_Aim of the exercise_
Filter the entries down to the lines holding "connect", then copy those lines.

Saved data entries
# # #

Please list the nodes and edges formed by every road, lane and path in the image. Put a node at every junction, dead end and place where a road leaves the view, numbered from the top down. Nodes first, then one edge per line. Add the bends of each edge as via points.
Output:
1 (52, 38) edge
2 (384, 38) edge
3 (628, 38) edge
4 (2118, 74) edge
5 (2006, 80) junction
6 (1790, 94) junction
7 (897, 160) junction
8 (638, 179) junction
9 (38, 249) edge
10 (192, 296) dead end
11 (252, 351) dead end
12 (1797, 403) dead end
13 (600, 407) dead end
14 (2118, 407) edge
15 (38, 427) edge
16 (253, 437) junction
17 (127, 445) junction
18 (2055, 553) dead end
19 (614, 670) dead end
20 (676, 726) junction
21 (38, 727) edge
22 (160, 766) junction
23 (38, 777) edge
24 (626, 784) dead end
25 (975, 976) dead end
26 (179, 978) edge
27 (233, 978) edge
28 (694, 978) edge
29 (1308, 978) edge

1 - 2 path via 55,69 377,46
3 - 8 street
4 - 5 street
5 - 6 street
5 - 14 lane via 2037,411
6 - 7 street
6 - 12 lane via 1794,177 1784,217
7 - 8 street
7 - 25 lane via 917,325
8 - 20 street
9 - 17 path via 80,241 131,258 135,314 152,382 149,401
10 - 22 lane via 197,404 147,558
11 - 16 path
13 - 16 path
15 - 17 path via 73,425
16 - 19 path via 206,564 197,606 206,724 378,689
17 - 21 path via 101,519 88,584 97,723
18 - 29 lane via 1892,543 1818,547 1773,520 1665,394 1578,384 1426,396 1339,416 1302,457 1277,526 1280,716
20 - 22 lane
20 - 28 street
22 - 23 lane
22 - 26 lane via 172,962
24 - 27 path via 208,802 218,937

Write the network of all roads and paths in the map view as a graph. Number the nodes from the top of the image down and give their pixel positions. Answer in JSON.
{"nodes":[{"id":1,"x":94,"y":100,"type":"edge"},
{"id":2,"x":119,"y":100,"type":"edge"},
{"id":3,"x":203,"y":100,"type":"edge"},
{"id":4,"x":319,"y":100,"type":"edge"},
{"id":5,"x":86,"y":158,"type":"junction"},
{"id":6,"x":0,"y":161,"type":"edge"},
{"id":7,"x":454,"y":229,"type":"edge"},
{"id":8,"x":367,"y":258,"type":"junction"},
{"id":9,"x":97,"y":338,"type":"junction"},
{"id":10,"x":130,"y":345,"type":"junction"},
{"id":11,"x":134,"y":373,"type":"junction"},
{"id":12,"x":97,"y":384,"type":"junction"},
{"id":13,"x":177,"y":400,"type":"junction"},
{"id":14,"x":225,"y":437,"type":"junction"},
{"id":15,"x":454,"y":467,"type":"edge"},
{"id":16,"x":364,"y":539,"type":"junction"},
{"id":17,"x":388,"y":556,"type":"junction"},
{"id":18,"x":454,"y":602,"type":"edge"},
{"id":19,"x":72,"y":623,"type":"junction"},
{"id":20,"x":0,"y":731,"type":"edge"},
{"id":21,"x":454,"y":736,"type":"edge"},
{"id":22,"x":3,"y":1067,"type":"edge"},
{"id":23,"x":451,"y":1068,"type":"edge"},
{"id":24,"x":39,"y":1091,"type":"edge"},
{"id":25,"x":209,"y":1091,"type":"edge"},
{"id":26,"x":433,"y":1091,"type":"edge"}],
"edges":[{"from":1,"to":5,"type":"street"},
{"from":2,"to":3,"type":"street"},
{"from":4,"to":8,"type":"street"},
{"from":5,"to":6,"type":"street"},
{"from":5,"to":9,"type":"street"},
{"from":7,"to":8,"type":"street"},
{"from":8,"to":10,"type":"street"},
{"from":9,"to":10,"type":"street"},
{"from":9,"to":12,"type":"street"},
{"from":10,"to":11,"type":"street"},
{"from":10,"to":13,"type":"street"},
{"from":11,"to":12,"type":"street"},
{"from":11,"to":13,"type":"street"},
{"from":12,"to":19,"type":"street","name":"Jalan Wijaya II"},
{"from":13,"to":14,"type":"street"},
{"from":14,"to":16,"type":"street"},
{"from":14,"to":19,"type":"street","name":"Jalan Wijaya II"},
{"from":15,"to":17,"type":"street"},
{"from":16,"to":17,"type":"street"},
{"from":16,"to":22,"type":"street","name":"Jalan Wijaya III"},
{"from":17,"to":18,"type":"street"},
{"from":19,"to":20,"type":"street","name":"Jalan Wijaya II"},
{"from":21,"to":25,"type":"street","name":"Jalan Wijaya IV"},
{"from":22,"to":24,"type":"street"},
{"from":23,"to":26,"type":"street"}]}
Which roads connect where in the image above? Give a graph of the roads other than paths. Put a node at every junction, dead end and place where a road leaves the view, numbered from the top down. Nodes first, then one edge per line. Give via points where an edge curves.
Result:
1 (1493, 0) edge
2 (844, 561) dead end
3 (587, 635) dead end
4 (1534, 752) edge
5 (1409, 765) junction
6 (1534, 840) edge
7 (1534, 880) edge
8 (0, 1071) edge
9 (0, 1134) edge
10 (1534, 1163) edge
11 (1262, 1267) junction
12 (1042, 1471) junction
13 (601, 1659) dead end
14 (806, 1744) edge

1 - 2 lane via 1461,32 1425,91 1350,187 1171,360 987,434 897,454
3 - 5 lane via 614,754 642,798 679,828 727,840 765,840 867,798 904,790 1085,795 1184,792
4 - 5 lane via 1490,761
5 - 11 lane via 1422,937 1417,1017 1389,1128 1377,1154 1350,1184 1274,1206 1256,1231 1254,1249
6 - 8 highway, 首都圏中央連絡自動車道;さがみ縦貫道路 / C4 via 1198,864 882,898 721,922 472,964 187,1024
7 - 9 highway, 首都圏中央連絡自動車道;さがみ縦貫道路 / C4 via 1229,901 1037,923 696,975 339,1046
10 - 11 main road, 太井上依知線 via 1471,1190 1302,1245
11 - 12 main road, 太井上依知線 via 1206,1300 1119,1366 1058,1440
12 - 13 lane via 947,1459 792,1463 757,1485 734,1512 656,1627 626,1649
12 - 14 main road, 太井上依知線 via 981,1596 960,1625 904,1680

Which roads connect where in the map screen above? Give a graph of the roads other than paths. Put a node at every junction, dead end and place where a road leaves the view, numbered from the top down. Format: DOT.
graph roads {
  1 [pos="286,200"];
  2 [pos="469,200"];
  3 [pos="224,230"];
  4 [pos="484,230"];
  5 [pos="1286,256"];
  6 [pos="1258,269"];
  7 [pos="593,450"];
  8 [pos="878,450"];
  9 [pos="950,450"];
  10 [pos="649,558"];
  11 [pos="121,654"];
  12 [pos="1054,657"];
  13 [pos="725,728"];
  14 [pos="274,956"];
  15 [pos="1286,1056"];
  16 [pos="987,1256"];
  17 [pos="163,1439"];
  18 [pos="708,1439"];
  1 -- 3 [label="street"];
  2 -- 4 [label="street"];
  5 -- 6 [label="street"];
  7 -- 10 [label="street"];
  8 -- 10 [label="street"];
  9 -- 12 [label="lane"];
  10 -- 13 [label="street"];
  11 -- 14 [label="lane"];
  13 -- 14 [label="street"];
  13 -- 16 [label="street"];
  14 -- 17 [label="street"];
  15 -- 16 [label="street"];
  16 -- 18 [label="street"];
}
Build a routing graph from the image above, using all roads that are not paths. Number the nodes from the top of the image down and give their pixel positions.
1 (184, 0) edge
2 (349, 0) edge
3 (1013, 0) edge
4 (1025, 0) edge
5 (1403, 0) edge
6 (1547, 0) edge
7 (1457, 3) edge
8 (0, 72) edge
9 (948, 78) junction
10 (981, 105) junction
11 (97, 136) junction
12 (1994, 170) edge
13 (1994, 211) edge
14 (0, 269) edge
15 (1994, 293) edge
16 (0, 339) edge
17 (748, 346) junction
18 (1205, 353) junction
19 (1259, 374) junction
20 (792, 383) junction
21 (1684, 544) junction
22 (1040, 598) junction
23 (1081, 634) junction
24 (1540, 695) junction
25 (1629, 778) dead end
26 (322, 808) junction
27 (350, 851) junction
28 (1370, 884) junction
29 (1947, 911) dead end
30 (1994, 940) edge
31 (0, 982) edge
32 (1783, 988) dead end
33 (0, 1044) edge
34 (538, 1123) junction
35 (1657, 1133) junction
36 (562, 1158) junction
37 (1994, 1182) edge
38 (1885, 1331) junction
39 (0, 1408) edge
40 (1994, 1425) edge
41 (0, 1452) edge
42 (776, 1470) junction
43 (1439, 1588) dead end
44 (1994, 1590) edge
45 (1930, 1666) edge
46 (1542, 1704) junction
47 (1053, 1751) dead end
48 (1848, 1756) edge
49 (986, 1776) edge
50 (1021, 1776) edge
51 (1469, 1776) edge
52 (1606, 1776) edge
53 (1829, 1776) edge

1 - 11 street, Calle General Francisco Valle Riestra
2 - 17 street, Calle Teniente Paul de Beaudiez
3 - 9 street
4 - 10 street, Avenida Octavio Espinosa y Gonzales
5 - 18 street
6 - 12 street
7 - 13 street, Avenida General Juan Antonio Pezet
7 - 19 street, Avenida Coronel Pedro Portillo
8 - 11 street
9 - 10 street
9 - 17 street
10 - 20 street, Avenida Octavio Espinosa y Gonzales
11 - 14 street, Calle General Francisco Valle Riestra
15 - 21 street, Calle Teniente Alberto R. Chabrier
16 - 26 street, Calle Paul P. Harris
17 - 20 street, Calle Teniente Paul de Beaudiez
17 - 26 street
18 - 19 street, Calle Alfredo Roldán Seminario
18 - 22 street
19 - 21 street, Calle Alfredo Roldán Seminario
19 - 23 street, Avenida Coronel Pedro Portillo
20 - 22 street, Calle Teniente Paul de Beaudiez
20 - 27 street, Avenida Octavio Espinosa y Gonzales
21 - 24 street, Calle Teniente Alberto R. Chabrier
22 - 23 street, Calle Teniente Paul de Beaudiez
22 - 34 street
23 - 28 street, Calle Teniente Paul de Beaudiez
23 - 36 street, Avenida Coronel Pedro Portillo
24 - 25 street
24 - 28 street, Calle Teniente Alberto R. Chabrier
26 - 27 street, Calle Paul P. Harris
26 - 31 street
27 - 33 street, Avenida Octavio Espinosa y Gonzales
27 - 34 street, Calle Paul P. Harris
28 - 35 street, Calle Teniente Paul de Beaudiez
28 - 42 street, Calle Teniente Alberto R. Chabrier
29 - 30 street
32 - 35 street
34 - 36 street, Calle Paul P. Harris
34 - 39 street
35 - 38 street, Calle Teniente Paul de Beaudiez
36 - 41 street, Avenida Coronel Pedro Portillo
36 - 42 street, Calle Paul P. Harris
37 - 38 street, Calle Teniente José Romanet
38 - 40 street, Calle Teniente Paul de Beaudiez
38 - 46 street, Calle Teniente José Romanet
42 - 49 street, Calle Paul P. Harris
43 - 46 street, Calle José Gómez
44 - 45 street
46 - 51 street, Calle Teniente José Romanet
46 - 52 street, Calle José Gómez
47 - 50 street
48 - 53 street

# # #

_Written answer_
Which roads connect where in the image above? Give a graph of the roads other than paths. Put a node at every junction, dead end and place where a road leaves the view, numbered from the top down. Nodes first, then one edge per line. Give via points where an edge curves.
Which roads connect where in the map screen above? Give a graph of the roads other than paths. Put a node at every junction, dead end and place where a road leaves the view, numbered from the top down. Format: DOT.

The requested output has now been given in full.